2. Trading down through:

(a) Entering a ‘fighting brand’ on the market at a lower price to avoid jeopardising an established premium brand;

(b) Introduction of low-priced models of an established brand;

(c) Lowering of prices of the entire product line and keeping prices close to private levels; and

(d) Production for private levels.

3. Proliferation, exclusive or radical, by:

(a) Offering more variety in features and designs, etc.;

(b) Seeking more exclusive and innovative features;

(c) Creating more radical and distinct package designs; and

(d) Making more options available in accessories, and designs, etc.

4. Trading up (strategy opposite to item 2) through:

(a) Improvement of quality, appearances, etc. to offer better product;

(b) Use of prestige packages, brand names, etc.; and

(c) Increase of prices to cream market labels (in order to increase penetration of markets willing to pay higher prices, earn more margin on possibly lever sales, and keep greater differentiation over competitive products).

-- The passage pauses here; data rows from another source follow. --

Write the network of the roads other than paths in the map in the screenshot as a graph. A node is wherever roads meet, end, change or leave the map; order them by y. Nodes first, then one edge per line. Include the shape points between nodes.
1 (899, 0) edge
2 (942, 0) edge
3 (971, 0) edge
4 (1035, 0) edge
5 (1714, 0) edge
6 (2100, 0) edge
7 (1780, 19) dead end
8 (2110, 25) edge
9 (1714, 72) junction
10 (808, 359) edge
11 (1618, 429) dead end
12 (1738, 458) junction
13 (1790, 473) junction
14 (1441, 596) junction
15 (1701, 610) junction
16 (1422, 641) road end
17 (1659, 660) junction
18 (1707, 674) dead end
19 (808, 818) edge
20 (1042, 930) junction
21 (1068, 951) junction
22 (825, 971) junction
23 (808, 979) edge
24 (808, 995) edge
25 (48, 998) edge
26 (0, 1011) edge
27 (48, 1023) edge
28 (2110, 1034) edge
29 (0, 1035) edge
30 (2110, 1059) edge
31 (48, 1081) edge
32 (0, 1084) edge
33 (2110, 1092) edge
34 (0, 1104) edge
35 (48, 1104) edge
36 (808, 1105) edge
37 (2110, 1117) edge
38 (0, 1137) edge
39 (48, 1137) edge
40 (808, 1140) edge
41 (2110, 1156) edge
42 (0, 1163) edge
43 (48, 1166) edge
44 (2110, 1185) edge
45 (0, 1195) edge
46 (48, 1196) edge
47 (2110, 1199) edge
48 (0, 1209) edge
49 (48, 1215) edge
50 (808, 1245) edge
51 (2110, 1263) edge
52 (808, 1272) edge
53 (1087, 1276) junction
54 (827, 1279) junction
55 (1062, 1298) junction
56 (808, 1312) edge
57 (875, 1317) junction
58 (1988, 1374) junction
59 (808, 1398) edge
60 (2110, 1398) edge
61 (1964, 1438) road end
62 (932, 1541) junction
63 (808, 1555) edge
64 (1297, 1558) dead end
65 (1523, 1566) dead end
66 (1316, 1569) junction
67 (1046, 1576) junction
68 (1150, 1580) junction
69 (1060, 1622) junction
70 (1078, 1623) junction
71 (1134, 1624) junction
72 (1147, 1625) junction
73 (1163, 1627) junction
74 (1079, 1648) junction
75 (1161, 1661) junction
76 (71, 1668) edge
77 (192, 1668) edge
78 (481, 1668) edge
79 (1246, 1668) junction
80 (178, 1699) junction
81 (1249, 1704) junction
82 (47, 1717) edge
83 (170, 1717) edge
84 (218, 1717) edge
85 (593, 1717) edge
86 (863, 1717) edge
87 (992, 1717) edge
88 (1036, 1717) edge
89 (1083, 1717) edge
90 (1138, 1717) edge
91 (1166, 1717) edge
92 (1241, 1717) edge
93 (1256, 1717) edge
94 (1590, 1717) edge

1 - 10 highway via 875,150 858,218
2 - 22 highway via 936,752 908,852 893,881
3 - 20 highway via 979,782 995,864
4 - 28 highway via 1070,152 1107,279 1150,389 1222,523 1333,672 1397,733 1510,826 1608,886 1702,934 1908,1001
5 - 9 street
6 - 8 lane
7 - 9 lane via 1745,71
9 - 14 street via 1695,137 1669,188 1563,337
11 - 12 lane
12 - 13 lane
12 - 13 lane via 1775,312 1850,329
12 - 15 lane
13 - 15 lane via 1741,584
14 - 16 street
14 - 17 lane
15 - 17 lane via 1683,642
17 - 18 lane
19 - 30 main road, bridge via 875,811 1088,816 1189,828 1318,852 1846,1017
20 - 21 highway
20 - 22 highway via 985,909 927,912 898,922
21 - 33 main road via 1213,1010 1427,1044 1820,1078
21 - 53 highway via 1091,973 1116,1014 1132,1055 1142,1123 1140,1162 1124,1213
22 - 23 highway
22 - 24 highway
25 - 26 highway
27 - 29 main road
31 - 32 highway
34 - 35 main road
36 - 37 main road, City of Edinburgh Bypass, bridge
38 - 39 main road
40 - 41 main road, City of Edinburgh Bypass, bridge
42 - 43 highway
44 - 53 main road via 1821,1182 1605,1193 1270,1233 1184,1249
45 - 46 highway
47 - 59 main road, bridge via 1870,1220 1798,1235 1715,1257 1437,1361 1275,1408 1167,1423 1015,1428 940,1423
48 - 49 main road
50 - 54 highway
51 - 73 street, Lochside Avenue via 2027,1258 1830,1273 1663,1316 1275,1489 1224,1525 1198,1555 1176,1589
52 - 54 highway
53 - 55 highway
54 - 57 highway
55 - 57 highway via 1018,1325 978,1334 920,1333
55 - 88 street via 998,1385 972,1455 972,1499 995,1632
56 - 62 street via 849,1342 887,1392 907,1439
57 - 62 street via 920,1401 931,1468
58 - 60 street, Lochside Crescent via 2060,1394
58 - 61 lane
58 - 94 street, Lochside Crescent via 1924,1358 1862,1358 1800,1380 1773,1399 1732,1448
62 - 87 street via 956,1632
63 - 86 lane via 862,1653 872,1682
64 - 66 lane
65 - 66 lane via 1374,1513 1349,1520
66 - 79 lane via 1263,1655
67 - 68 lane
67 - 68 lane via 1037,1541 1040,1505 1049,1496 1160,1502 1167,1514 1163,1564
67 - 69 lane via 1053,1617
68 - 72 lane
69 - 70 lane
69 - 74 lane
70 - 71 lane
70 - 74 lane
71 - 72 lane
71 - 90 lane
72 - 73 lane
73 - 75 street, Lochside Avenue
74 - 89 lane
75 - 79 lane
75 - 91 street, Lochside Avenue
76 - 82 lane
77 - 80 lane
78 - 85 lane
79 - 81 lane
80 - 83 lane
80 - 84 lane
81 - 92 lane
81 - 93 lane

5. Increase of product availability and point-of-sale service through:

(a) Longer channels to make the product more available at wholesale level;

(b) More distribution centres closer to the point of use or sale;

(c) More outlets and different channels; and

(d) Improvement of services offered by dealers (where applicable), or establishment of own service centres.

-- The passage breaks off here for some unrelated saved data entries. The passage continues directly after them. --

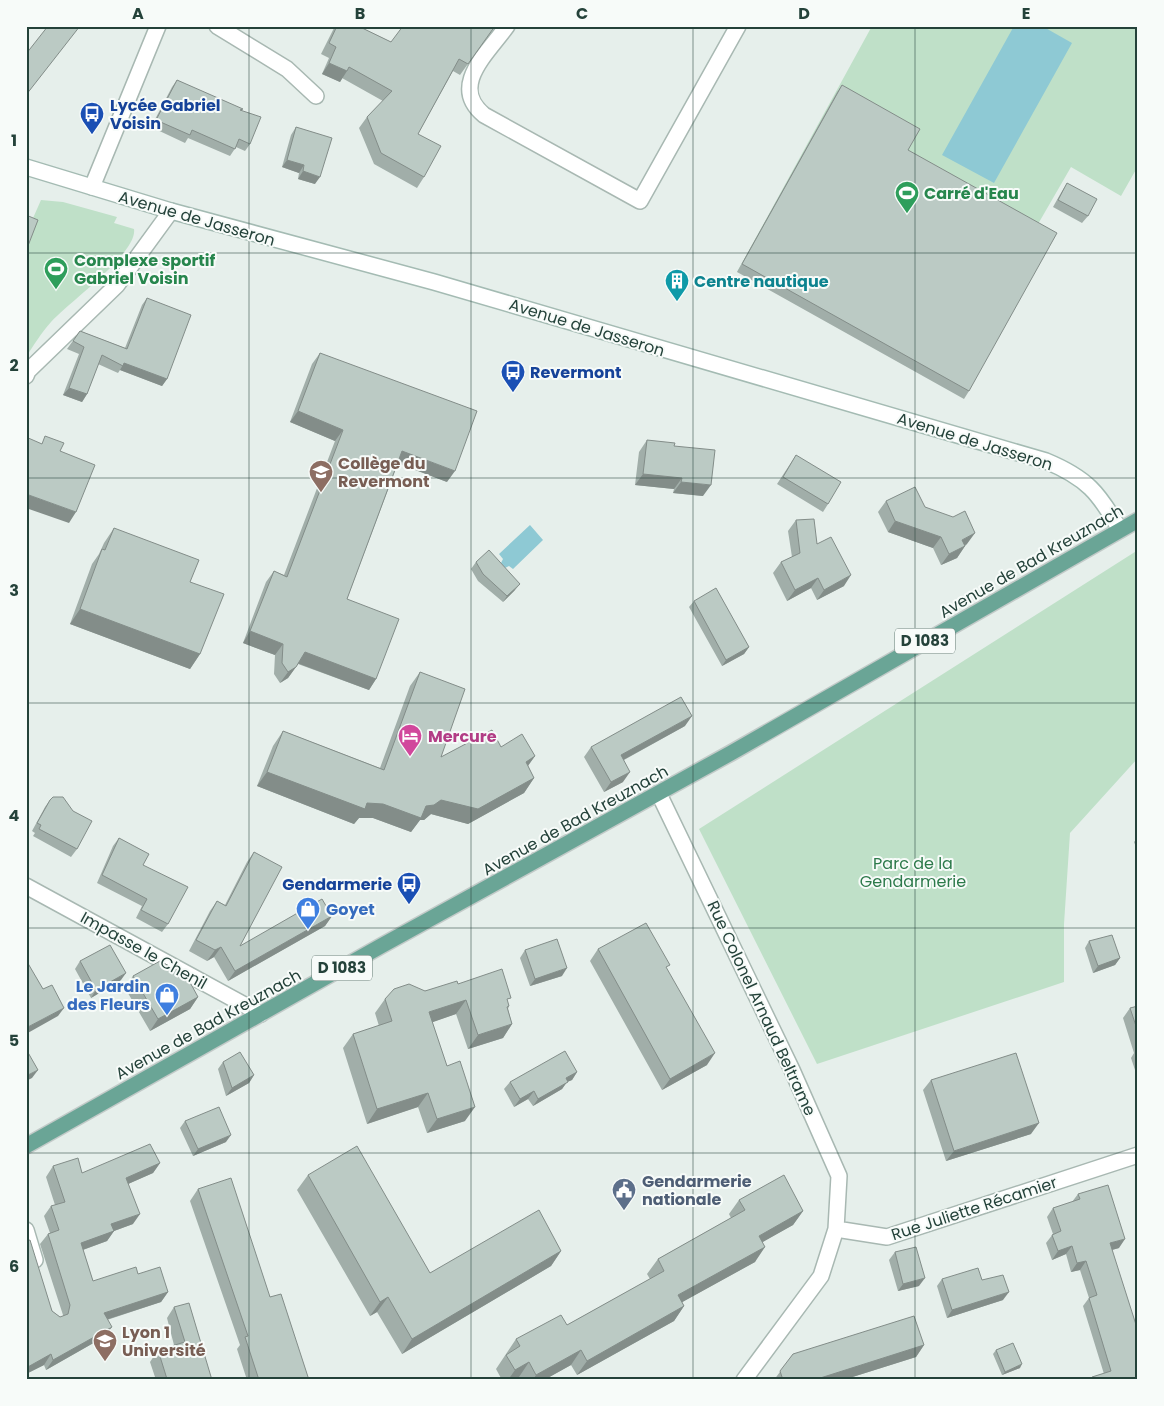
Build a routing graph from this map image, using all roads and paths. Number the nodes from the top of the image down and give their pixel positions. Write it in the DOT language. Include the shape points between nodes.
graph roads {
  1 [pos="158,26"];
  2 [pos="217,26"];
  3 [pos="507,26"];
  4 [pos="738,26"];
  5 [pos="316,96"];
  6 [pos="26,167"];
  7 [pos="92,187"];
  8 [pos="171,211"];
  9 [pos="26,376"];
  10 [pos="1138,520"];
  11 [pos="1120,530"];
  12 [pos="659,794"];
  13 [pos="26,886"];
  14 [pos="261,1014"];
  15 [pos="26,1146"];
  16 [pos="1138,1154"];
  17 [pos="836,1229"];
  18 [pos="26,1230"];
  19 [pos="40,1274"];
  20 [pos="744,1380"];
  1 -- 7 [label="street"];
  2 -- 5 [label="street" via="286,69"];
  3 -- 4 [label="street" via="470,81 469,96 474,107 640,201"];
  6 -- 7 [label="street, Avenue de Jasseron"];
  7 -- 8 [label="street, Avenue de Jasseron"];
  8 -- 9 [label="street" via="118,285"];
  8 -- 11 [label="street, Avenue de Jasseron" via="434,282 1046,461 1061,467 1101,497"];
  10 -- 11 [label="main road, Avenue de Bad Kreuznach / D 1083"];
  11 -- 12 [label="main road, Avenue de Bad Kreuznach / D 1083"];
  12 -- 14 [label="main road, Avenue de Bad Kreuznach / D 1083"];
  12 -- 17 [label="street, Rue Colonel Arnaud Beltrame" via="840,1176"];
  13 -- 14 [label="street, Impasse le Chenil"];
  14 -- 15 [label="main road, Avenue de Bad Kreuznach / D 1083"];
  16 -- 17 [label="street, Rue Juliette Récamier" via="887,1238"];
  17 -- 20 [label="street" via="821,1276"];
  18 -- 19 [label="street"];
}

Q.10. Under what circumstances, price discrimination is possible and profitable? State them.

Ans. Price discri­mination is possible and also profitable under the following circumstances:

1. When the elasticities of demand are different in different mar­kets. It is possible and profitable to charge a higher price in a market having low elasticity of demand and a lower price in a market having high elasticity of demand.

2. When the products are sold against special orders. In view of the specialities involved in the orders or contracts, the purchaser is unaware of the changes that are being made from others.

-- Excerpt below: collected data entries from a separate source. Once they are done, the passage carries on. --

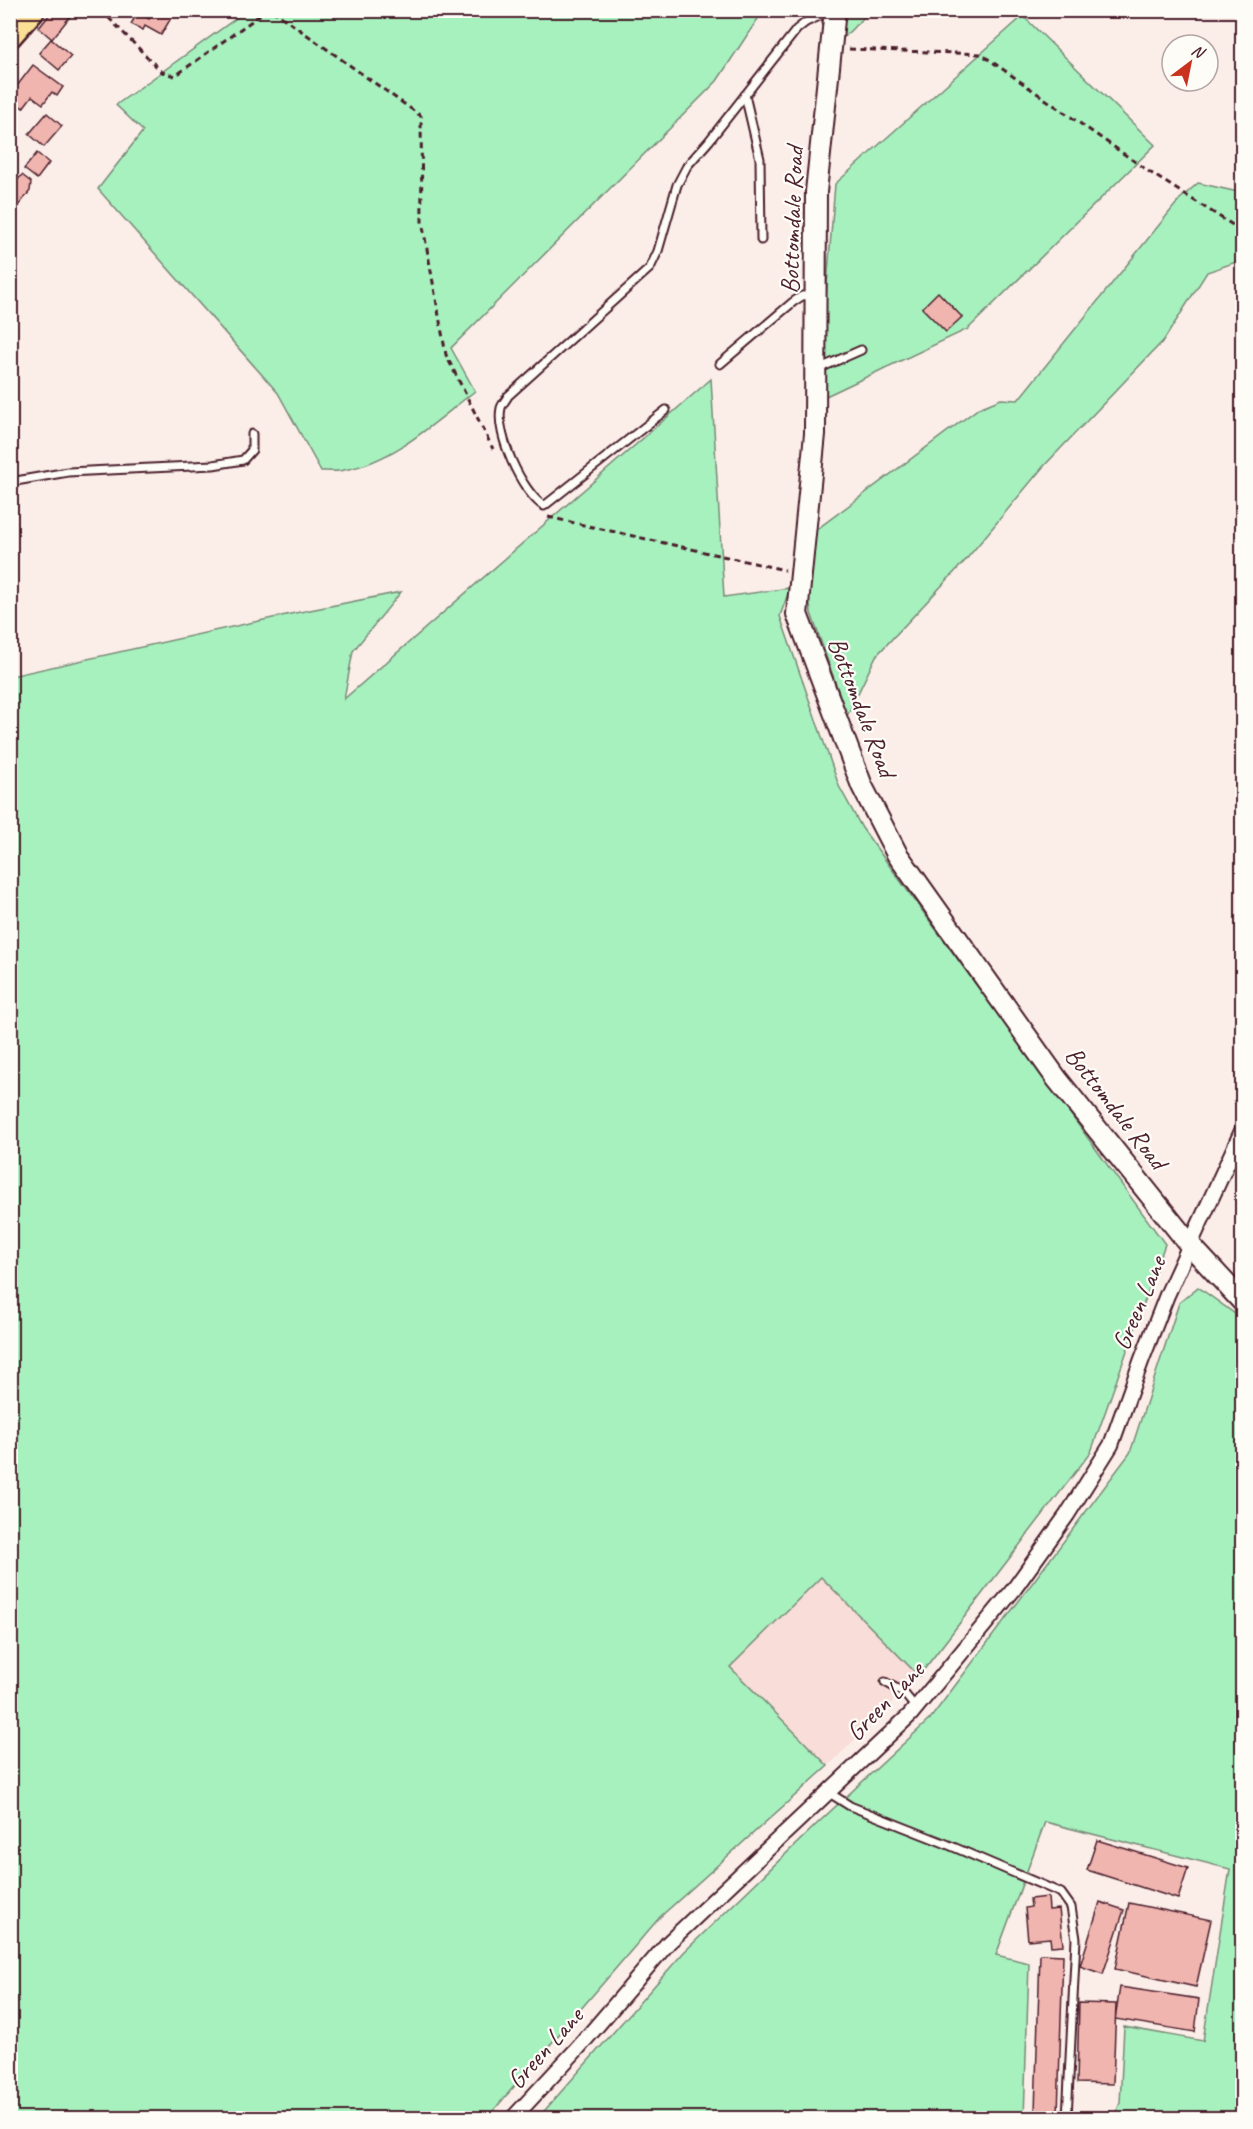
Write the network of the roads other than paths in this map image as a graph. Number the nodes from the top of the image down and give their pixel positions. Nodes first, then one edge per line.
1 (33, 10) edge
2 (834, 10) edge
3 (10, 36) edge
4 (745, 95) junction
5 (760, 240) dead end
6 (816, 294) junction
7 (861, 350) dead end
8 (720, 364) dead end
9 (816, 370) junction
10 (666, 410) dead end
11 (252, 434) dead end
12 (10, 482) edge
13 (1242, 1131) edge
14 (1190, 1245) junction
15 (1242, 1301) edge
16 (885, 1682) dead end
17 (916, 1708) junction
18 (828, 1792) junction
19 (513, 2118) edge
20 (1067, 2118) edge

1 - 3 main road
2 - 4 lane
2 - 6 street, Bottomdale Road
4 - 5 lane
4 - 10 lane
6 - 8 lane
6 - 9 street, Bottomdale Road
7 - 9 lane
9 - 14 street, Bottomdale Road
11 - 12 lane
13 - 14 street, Green Lane
14 - 15 street, Bottomdale Road
14 - 17 street, Green Lane
16 - 17 lane
17 - 18 street, Green Lane
18 - 19 street, Green Lane
18 - 20 lane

3. When services of professional nature are rendered direct to the clients or users. For example, the professional doctors, lawyers, accoun­tants, or consultants may charge differently for different parties. The Railways also charge different rates for passenger traffic and goods traffic and in many cases, discriminate their fares and freights according to the distance (a longer distance travel costs more).

Q.11. State the arguments for and against the policy of price discrimination.

Ans. From the point of view of society as a whole, it is impossible to say whether price discrimination is desirable or not. From one point of view, therefore, price discrimination must be held to be superior to simple monopoly in all such cases in which it leads to an increase of output, and these cases are likely to be common mostly.

But against this advantage must be set the fact that price discrimination leads to a mal-distribution of resources as between different uses. Before it is possible to say whether discrimina­tion is desirable or not, it is therefore necessary to weigh up the benefit from the increase in output against this disadvantage. In those cases in which price discrimination will decrease output, it is undesirable on both counts.

Arguments in favour:

Price discrimination is advantageous to a community when the products and services are of prime necessity to the community. If discriminatory prices are charged the total receipts are likely to be sufficient to cover total costs with reasonable profit margins. Everyone, irrespective of rich or poor classes, stands to gain from the production of products being sold at discriminatory prices.

A reasonable low price for the masses will broaden the market segments and promote economic wel­fare. If a high price is set accompanied by special features of a product to cater to the exclusive needs of the richer communities, this would undou­btedly increase the firm’s sales revenues and profits with no consequential loss to the masses and the society.

Arguments against:

Price discrimination between the hone market and export market may sometimes lead to a loss, to the home market country. If the home market is less elastic in demand and the price for it is high as compared to a foreign market having more demand and lower export price, then price discrimination is certainly detrimental to the home market consu­mers.

If however, a firm exports its products to a foreign market at a lower price according to the law of increasing returns and diminishing marginal costs, then even the less elastic home market will gain from higher volume of output at reduced costs. But when price discrimination takes the form of ‘dumping’ in a foreign market, then it has the effect of such goods being re-exported unless tariff protection is there.

Q.12. What are the economic justification for the existence of middlemen in the channels of distribution.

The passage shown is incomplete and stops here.